Vicar Matt Doebler
Matins Devotion: March 9, 2023
We are told two important things about Abraham in the opening verse of our Old Testament reading: Abraham is old—and Abraham is rich.
Time is running out for Abraham. He has just buried his wife, Sarah. Her burial plot is the only piece of real estate that he actually owns in this land that, despite being promised to him and his descendants, is still infested with Canaanites. Abraham’s son, Isaac is nearly forty years old at this point and is still unmarried and single. Once again, the great promises of God—the promise to make a great nation through Isaac—the promise to bring blessing to the entire world through Isaac—those great promises seem to be slow in coming.
But Abraham is very rich. How easy it would have been for Abraham to use the great wealth that God had blessed him with in order to help God out. Abraham had a good reputation amongst the local Canaanite peoples. Surely it would be possible to match Isaac up with one of the more influential and powerful Hittite or Amorite or Jebusite families. Maybe even with one of their princesses. By marrying one of these girls, Isaac might even become owner of a large piece of land—perhaps even a local ruler. Surely, there would have been no harm in helping God fulfill his promises. No harm in speeding things along—right?
But Abraham does not lean upon his own understanding or on his own resources. Instead, he sends his servant on a 400 mile journey with an improbable objective. Go, find a wife for Isaac amongst my father’s household. A girl who will agree to leave behind everything she knows to marry a man she’s never met and live in the midst of a strange land.
What emboldened Abraham to send his servant on such a long journey with such a minimal chance of success?
Well, the answer of course is faith. What emboldened Abraham was faith that God would keep his promises. That no matter if God’s timing seemed slow or the likelihood of God’s plan seemed uncertain, Abraham believed that God would bring about everything that he had spoken.

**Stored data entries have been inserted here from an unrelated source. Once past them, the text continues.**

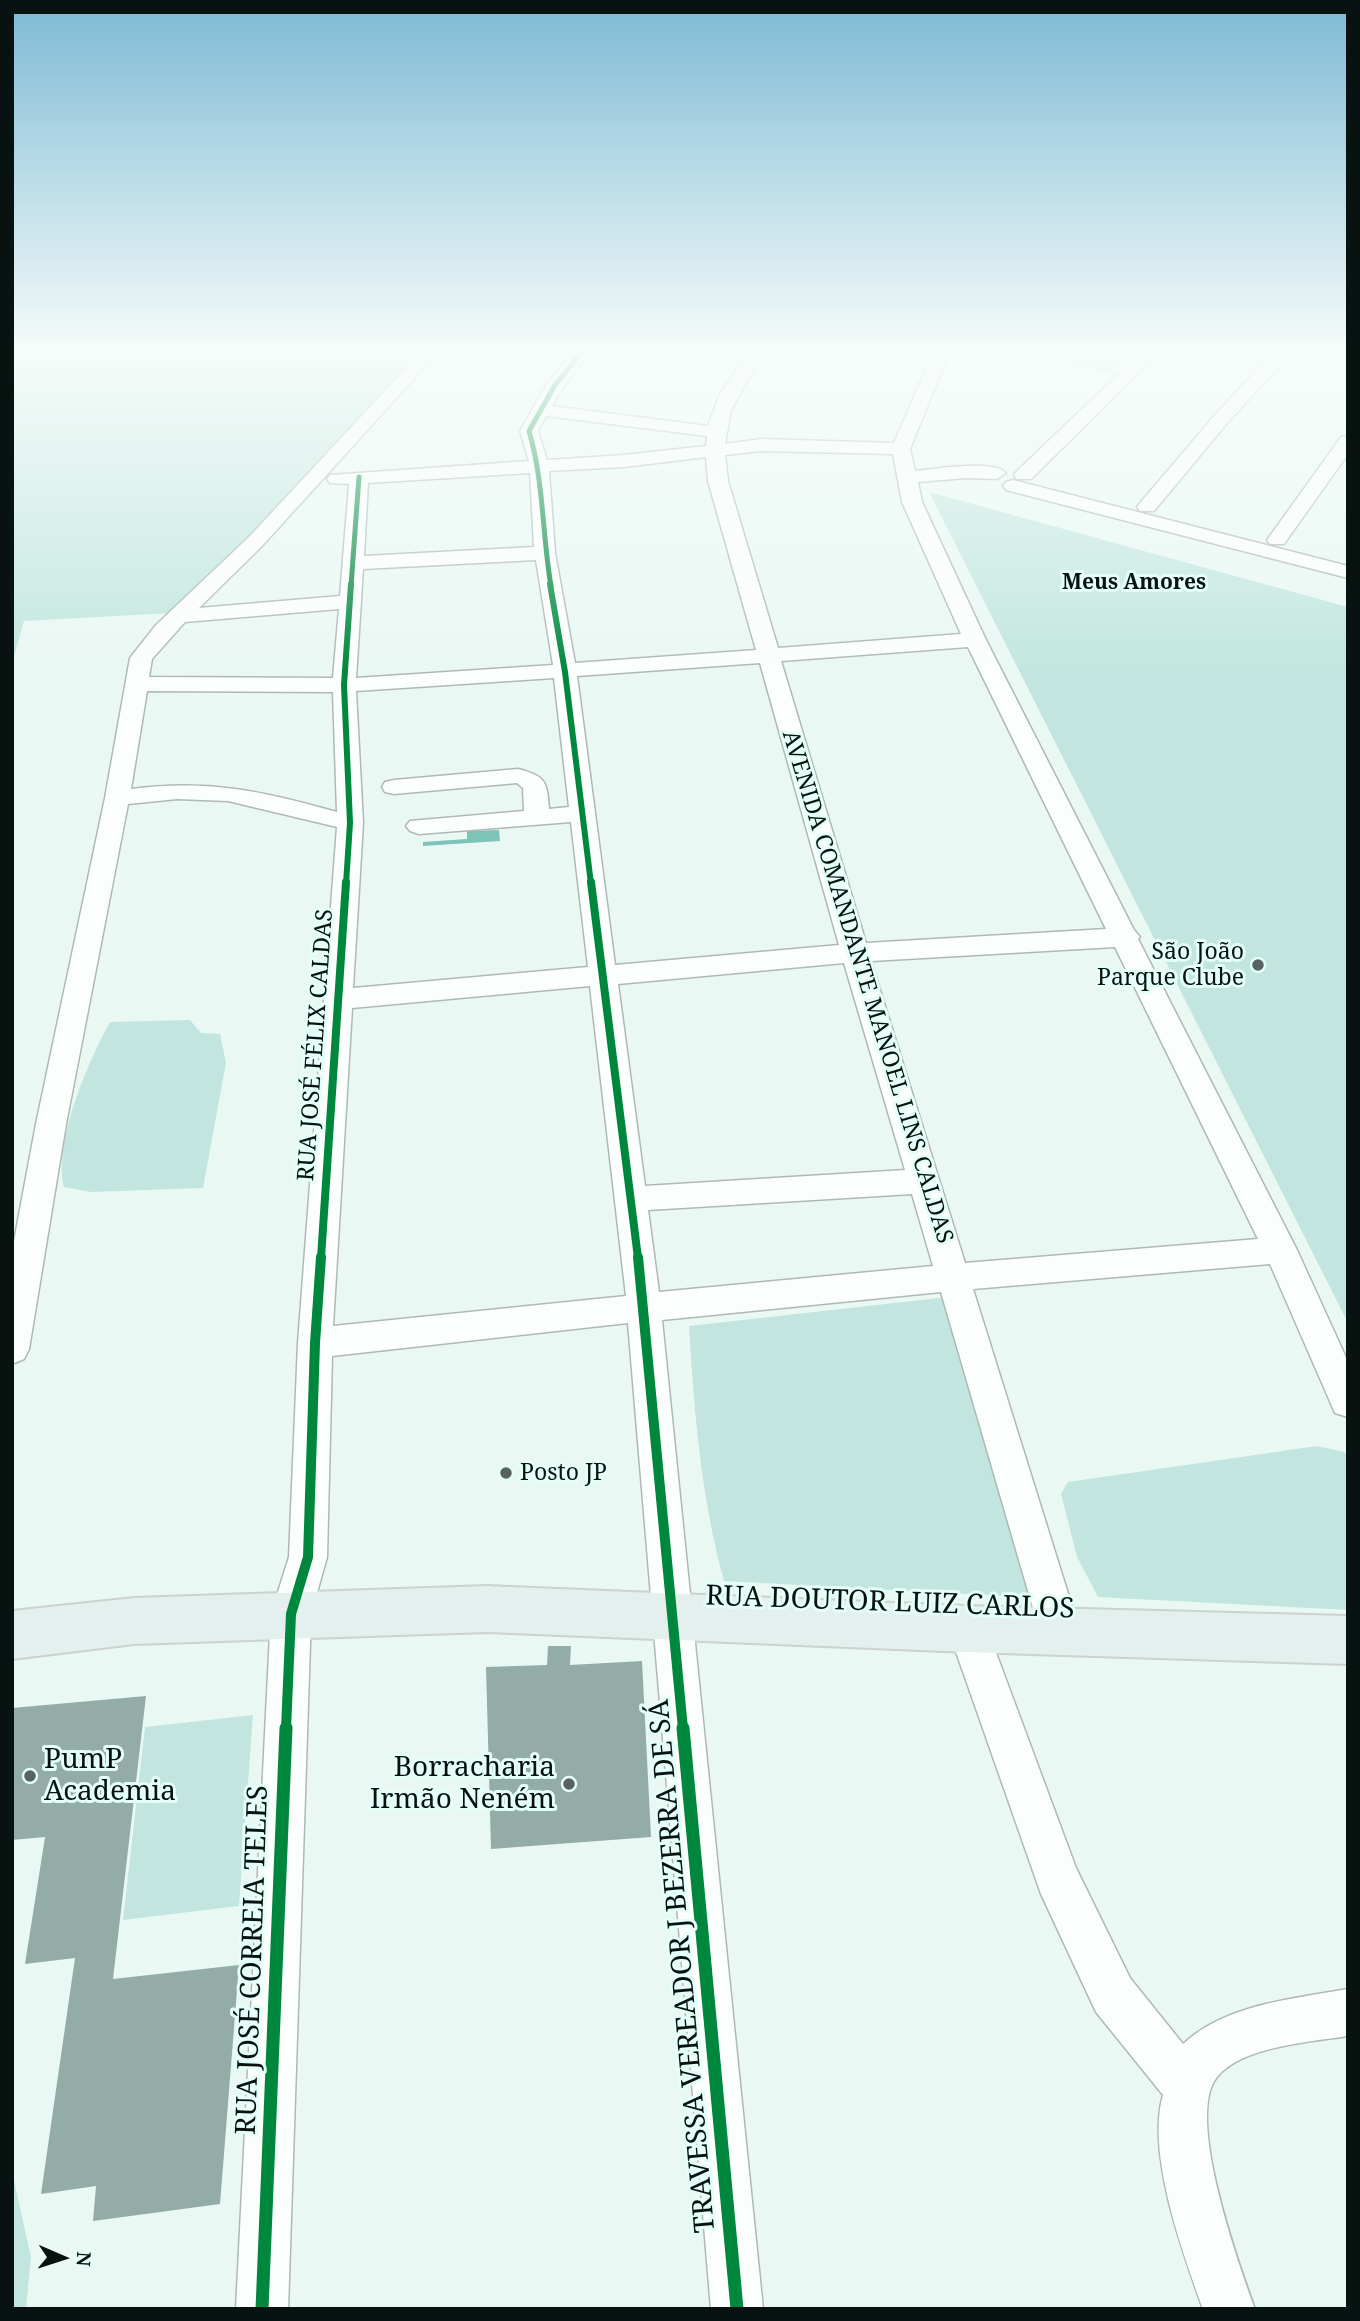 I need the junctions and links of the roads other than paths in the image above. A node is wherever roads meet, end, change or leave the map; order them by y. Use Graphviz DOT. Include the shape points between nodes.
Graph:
graph roads {
  1 [pos="335,456"];
  2 [pos="536,456"];
  3 [pos="646,456"];
  4 [pos="715,456"];
  5 [pos="902,456"];
  6 [pos="1039,456"];
  7 [pos="1190,456"];
  8 [pos="1339,456"];
  9 [pos="539,465"];
  10 [pos="359,477"];
  11 [pos="905,478"];
  12 [pos="1015,478"];
  13 [pos="313,480"];
  14 [pos="1147,507"];
  15 [pos="1252,540"];
  16 [pos="1288,548"];
  17 [pos="545,553"];
  18 [pos="1348,559"];
  19 [pos="354,562"];
  20 [pos="1348,572"];
  21 [pos="352,601"];
  22 [pos="180,616"];
  23 [pos="975,640"];
  24 [pos="768,654"];
  25 [pos="565,672"];
  26 [pos="135,684"];
  27 [pos="344,685"];
  28 [pos="394,787"];
  29 [pos="117,798"];
  30 [pos="583,814"];
  31 [pos="537,816"];
  32 [pos="351,823"];
  33 [pos="419,826"];
  34 [pos="1126,937"];
  35 [pos="855,953"];
  36 [pos="603,974"];
  37 [pos="340,999"];
  38 [pos="924,1181"];
  39 [pos="631,1199"];
  40 [pos="1280,1250"];
  41 [pos="953,1276"];
  42 [pos="644,1306"];
  43 [pos="315,1343"];
  44 [pos="12,1349"];
  45 [pos="1348,1402"];
  46 [pos="290,1614"];
  47 [pos="673,1618"];
  48 [pos="968,1629"];
  49 [pos="1060,1632"];
  50 [pos="12,1635"];
  51 [pos="1348,1640"];
  52 [pos="1348,2012"];
  53 [pos="1187,2087"];
  54 [pos="262,2309"];
  55 [pos="737,2309"];
  56 [pos="1229,2309"];
  1 -- 13 [label="street"];
  2 -- 9 [label="street, TRAVESSA VEREADOR J BEZERRA DE SÁ"];
  3 -- 9 [label="street"];
  4 -- 24 [label="street, AVENIDA COMANDANTE MANOEL LINS CALDAS" via="718,481"];
  5 -- 11 [label="street"];
  6 -- 12 [label="street"];
  7 -- 14 [label="street"];
  8 -- 16 [label="street"];
  9 -- 10 [label="street"];
  9 -- 17 [label="street, TRAVESSA VEREADOR J BEZERRA DE SÁ"];
  10 -- 13 [label="street"];
  10 -- 19 [label="street, RUA JOSÉ FÉLIX CALDAS"];
  11 -- 12 [label="street" via="966,472"];
  11 -- 23 [label="street"];
  12 -- 14 [label="street"];
  12 -- 15 [label="street"];
  13 -- 22 [label="street"];
  14 -- 15 [label="street"];
  15 -- 16 [label="street"];
  16 -- 18 [label="street"];
  16 -- 20 [label="street"];
  17 -- 19 [label="street"];
  17 -- 25 [label="street, TRAVESSA VEREADOR J BEZERRA DE SÁ"];
  19 -- 21 [label="street, RUA JOSÉ FÉLIX CALDAS"];
  21 -- 22 [label="street"];
  21 -- 27 [label="street, RUA JOSÉ FÉLIX CALDAS"];
  22 -- 26 [label="street" via="141,658"];
  23 -- 24 [label="street"];
  23 -- 34 [label="street"];
  24 -- 25 [label="street"];
  24 -- 35 [label="street, AVENIDA COMANDANTE MANOEL LINS CALDAS"];
  25 -- 27 [label="street"];
  25 -- 30 [label="street, TRAVESSA VEREADOR J BEZERRA DE SÁ"];
  26 -- 27 [label="street"];
  26 -- 29 [label="street"];
  27 -- 32 [label="street, RUA JOSÉ FÉLIX CALDAS"];
  28 -- 31 [label="street" via="518,776 535,786"];
  29 -- 32 [label="street" via="211,792 265,800"];
  29 -- 44 [label="street" via="51,1124"];
  30 -- 31 [label="street"];
  30 -- 36 [label="street, TRAVESSA VEREADOR J BEZERRA DE SÁ"];
  31 -- 33 [label="street"];
  32 -- 37 [label="street, RUA JOSÉ FÉLIX CALDAS"];
  34 -- 35 [label="street"];
  34 -- 40 [label="street"];
  35 -- 36 [label="street"];
  35 -- 38 [label="street, AVENIDA COMANDANTE MANOEL LINS CALDAS"];
  36 -- 37 [label="street"];
  36 -- 39 [label="street, TRAVESSA VEREADOR J BEZERRA DE SÁ"];
  37 -- 43 [label="street, RUA JOSÉ FÉLIX CALDAS"];
  38 -- 39 [label="street"];
  38 -- 41 [label="street, AVENIDA COMANDANTE MANOEL LINS CALDAS"];
  39 -- 42 [label="street, TRAVESSA VEREADOR J BEZERRA DE SÁ"];
  40 -- 41 [label="street"];
  40 -- 45 [label="street"];
  41 -- 42 [label="street"];
  41 -- 49 [label="street, AVENIDA COMANDANTE MANOEL LINS CALDAS"];
  42 -- 43 [label="street"];
  42 -- 47 [label="street, TRAVESSA VEREADOR J BEZERRA DE SÁ"];
  43 -- 46 [label="street, RUA JOSÉ FÉLIX CALDAS" via="308,1557"];
  46 -- 47 [label="main road, RUA DOUTOR LUIZ CARLOS" via="487,1609"];
  46 -- 50 [label="main road, RUA DOUTOR LUIZ CARLOS" via="134,1621"];
  46 -- 54 [label="street, RUA JOSÉ CORREIA TELES"];
  47 -- 48 [label="main road, RUA DOUTOR LUIZ CARLOS"];
  47 -- 55 [label="street, TRAVESSA VEREADOR J BEZERRA DE SÁ"];
  48 -- 49 [label="main road, RUA DOUTOR LUIZ CARLOS"];
  48 -- 53 [label="street" via="1057,1878 1113,1995"];
  49 -- 51 [label="main road, RUA DOUTOR LUIZ CARLOS"];
  52 -- 53 [label="street" via="1236,2036 1199,2059"];
  53 -- 56 [label="street" via="1182,2120 1188,2174"];
}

And faith is the same thing that emboldens us who also live as sojourners in a strange and often hostile world. “We walk by faith and not by sight,” as we sang a moment ago. Daily, it seems our faith is tested by what looks to us like the Lord’s slowness, but then we recall his promises and “in his promise,” like Abraham, “we rejoice.” We rejoice to know that even though the awful weight of our sins makes us feel weary and threatens to break us, Christ has promised us a life where no sin will ever again torment the body or corrupt our mind. We rejoice to know that even as we are daily tempted to lean upon our own understanding and trust in our own wisdom, that Christ has promised to give us an inheritance—a life to be lived under Christ—not as slaves—but as sons of our Heavenly Father.
May the promises of Christ strengthen your faith so that you do not settle for the riches of this world—which are perishing, or trust in the wisdom of the world—which is folly, but so that you follow your Lord—who is faithful. May you rely upon his promise to bless you and to keep you ever in his grip.